* Exercise details: This task calls for printing every entry exactly.

* Extracted information:
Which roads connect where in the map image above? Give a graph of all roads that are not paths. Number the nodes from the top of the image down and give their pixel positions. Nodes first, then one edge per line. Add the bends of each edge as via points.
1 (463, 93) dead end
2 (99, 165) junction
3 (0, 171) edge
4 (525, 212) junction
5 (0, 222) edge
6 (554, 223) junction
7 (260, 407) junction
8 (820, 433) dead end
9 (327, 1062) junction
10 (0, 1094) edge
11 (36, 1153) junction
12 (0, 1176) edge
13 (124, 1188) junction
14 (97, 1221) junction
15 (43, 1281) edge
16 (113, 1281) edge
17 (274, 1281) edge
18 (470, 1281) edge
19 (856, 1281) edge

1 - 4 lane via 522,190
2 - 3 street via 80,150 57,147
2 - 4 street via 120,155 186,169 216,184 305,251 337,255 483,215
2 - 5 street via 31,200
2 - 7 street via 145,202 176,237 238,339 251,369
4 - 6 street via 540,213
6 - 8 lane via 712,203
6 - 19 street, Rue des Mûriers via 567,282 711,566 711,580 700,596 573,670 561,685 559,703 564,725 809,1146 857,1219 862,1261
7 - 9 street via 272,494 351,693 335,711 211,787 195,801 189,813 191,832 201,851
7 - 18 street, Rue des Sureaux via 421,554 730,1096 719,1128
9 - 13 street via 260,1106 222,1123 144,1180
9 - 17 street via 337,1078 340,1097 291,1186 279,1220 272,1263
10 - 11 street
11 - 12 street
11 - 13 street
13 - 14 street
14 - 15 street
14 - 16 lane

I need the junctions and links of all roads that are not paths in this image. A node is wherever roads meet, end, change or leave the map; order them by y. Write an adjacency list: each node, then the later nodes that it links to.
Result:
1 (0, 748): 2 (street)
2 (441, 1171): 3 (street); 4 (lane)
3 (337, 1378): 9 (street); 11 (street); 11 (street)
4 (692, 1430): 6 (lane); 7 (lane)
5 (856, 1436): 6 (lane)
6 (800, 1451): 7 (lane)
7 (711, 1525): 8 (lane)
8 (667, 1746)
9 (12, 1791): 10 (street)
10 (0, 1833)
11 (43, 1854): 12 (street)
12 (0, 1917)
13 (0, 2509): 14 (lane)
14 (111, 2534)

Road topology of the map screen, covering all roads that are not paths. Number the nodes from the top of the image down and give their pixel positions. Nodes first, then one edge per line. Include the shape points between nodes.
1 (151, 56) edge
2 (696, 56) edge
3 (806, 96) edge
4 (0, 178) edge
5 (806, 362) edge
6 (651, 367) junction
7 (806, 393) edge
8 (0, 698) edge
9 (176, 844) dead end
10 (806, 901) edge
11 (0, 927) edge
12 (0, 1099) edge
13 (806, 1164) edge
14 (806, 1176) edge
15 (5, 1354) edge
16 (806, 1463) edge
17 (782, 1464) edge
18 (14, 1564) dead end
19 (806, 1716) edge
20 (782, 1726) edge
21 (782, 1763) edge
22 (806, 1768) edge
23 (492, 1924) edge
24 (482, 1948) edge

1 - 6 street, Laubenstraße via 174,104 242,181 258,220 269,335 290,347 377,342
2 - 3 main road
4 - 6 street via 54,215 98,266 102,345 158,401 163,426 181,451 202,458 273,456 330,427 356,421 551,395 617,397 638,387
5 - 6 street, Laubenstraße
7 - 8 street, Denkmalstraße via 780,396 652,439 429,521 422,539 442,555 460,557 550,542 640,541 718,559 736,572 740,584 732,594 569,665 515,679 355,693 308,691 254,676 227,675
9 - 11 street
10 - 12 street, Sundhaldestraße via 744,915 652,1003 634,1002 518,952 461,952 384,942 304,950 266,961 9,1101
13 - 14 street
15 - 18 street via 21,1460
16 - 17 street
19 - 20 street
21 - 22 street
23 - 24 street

* Answer for the task:
Which roads connect where in the map image above? Give a graph of all roads that are not paths. Number the nodes from the top of the image down and give their pixel positions. Nodes first, then one edge per line. Add the bends of each edge as via points.
1 (463, 93) dead end
2 (99, 165) junction
3 (0, 171) edge
4 (525, 212) junction
5 (0, 222) edge
6 (554, 223) junction
7 (260, 407) junction
8 (820, 433) dead end
9 (327, 1062) junction
10 (0, 1094) edge
11 (36, 1153) junction
12 (0, 1176) edge
13 (124, 1188) junction
14 (97, 1221) junction
15 (43, 1281) edge
16 (113, 1281) edge
17 (274, 1281) edge
18 (470, 1281) edge
19 (856, 1281) edge

1 - 4 lane via 522,190
2 - 3 street via 80,150 57,147
2 - 4 street via 120,155 186,169 216,184 305,251 337,255 483,215
2 - 5 street via 31,200
2 - 7 street via 145,202 176,237 238,339 251,369
4 - 6 street via 540,213
6 - 8 lane via 712,203
6 - 19 street, Rue des Mûriers via 567,282 711,566 711,580 700,596 573,670 561,685 559,703 564,725 809,1146 857,1219 862,1261
7 - 9 street via 272,494 351,693 335,711 211,787 195,801 189,813 191,832 201,851
7 - 18 street, Rue des Sureaux via 421,554 730,1096 719,1128
9 - 13 street via 260,1106 222,1123 144,1180
9 - 17 street via 337,1078 340,1097 291,1186 279,1220 272,1263
10 - 11 street
11 - 12 street
11 - 13 street
13 - 14 street
14 - 15 street
14 - 16 lane

I need the junctions and links of all roads that are not paths in this image. A node is wherever roads meet, end, change or leave the map; order them by y. Write an adjacency list: each node, then the later nodes that it links to.
Result:
1 (0, 748): 2 (street)
2 (441, 1171): 3 (street); 4 (lane)
3 (337, 1378): 9 (street); 11 (street); 11 (street)
4 (692, 1430): 6 (lane); 7 (lane)
5 (856, 1436): 6 (lane)
6 (800, 1451): 7 (lane)
7 (711, 1525): 8 (lane)
8 (667, 1746)
9 (12, 1791): 10 (street)
10 (0, 1833)
11 (43, 1854): 12 (street)
12 (0, 1917)
13 (0, 2509): 14 (lane)
14 (111, 2534)

Road topology of the map screen, covering all roads that are not paths. Number the nodes from the top of the image down and give their pixel positions. Nodes first, then one edge per line. Include the shape points between nodes.
1 (151, 56) edge
2 (696, 56) edge
3 (806, 96) edge
4 (0, 178) edge
5 (806, 362) edge
6 (651, 367) junction
7 (806, 393) edge
8 (0, 698) edge
9 (176, 844) dead end
10 (806, 901) edge
11 (0, 927) edge
12 (0, 1099) edge
13 (806, 1164) edge
14 (806, 1176) edge
15 (5, 1354) edge
16 (806, 1463) edge
17 (782, 1464) edge
18 (14, 1564) dead end
19 (806, 1716) edge
20 (782, 1726) edge
21 (782, 1763) edge
22 (806, 1768) edge
23 (492, 1924) edge
24 (482, 1948) edge

1 - 6 street, Laubenstraße via 174,104 242,181 258,220 269,335 290,347 377,342
2 - 3 main road
4 - 6 street via 54,215 98,266 102,345 158,401 163,426 181,451 202,458 273,456 330,427 356,421 551,395 617,397 638,387
5 - 6 street, Laubenstraße
7 - 8 street, Denkmalstraße via 780,396 652,439 429,521 422,539 442,555 460,557 550,542 640,541 718,559 736,572 740,584 732,594 569,665 515,679 355,693 308,691 254,676 227,675
9 - 11 street
10 - 12 street, Sundhaldestraße via 744,915 652,1003 634,1002 518,952 461,952 384,942 304,950 266,961 9,1101
13 - 14 street
15 - 18 street via 21,1460
16 - 17 street
19 - 20 street
21 - 22 street
23 - 24 street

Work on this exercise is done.